Why we really don't want State control of banks and their lending

I think we'd all agree that Britain's banking sector is not exactly covering itself in glory at present? From going bust (variously, from excessive lending to mortgages, from overpaying for a rival bank, by being caught in a wholesale banking run, no, no one went bust because of doing silly things in their investment banks) through to what I'm sure will turn out to be everybody fiddling Libor, it's not been a great few years. Yet let us not forget that there is no problem, no situation, which government cannot make worse.

Take, as an example, what is happening in Argentina.

Fernandez, a center-leftist, is embracing increasingly unorthodox economic policies as she seeks to sustain activity, which analysts say is vulnerable to insufficient credit.

"We're going to tell the 20 principal banks... they have the obligation to lend for production and for investment," Fernandez said in a televised speech.

"The central bank's going to establish the conditions," she said, adding that state-run banks should not have to shoulder the entire responsibility for business loans.

She said the loans would carry a maximum interest rate of the Badlar reference rate, which was 11.9pc per year for private banks in June, plus 400 basis points. The minimum loan period would be three years.

With inflation at 25% that's an immediate loss of some 30% for the lending banks. And just as a thought, who would want to be increasing the money supply, the availability of credit, when inflation is 25%? As Uncle Milt taught us, inflation is always and everywhere a monetary phenomenon after all.

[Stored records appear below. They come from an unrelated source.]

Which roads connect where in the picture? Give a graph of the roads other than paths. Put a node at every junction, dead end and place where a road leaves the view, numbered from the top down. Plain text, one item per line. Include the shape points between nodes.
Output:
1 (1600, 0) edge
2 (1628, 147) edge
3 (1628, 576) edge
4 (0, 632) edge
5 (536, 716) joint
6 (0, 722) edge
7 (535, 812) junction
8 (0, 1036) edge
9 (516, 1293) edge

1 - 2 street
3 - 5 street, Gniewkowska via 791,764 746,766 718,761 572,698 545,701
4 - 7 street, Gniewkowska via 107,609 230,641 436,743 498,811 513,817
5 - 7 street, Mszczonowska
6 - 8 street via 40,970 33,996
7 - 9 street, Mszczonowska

Now we don't have anyone advocating this in the UK, not yet. But we do have plenty of people calling for a State owned investment bank. The only reason for such being to insist upon financing going to things which the market unadorned will not finance: that's the whole point of having the State part. And by definition if money is to be forced into politically approved lending then it will be at a lower price than the market will provide: the Argentinian point writ small.

For the problem to become as bad as it is in Argentina we would need our own policy to be determined by increasingly unorthodox leftists. Fortunately, such are limited to nef, Anne Pettifor, Richard Murphy, Neal Lawson, Compass, half the Trade Unions, Seumas Milne and a goodly portion of the Labour Party. I hope you find that as comforting as I do.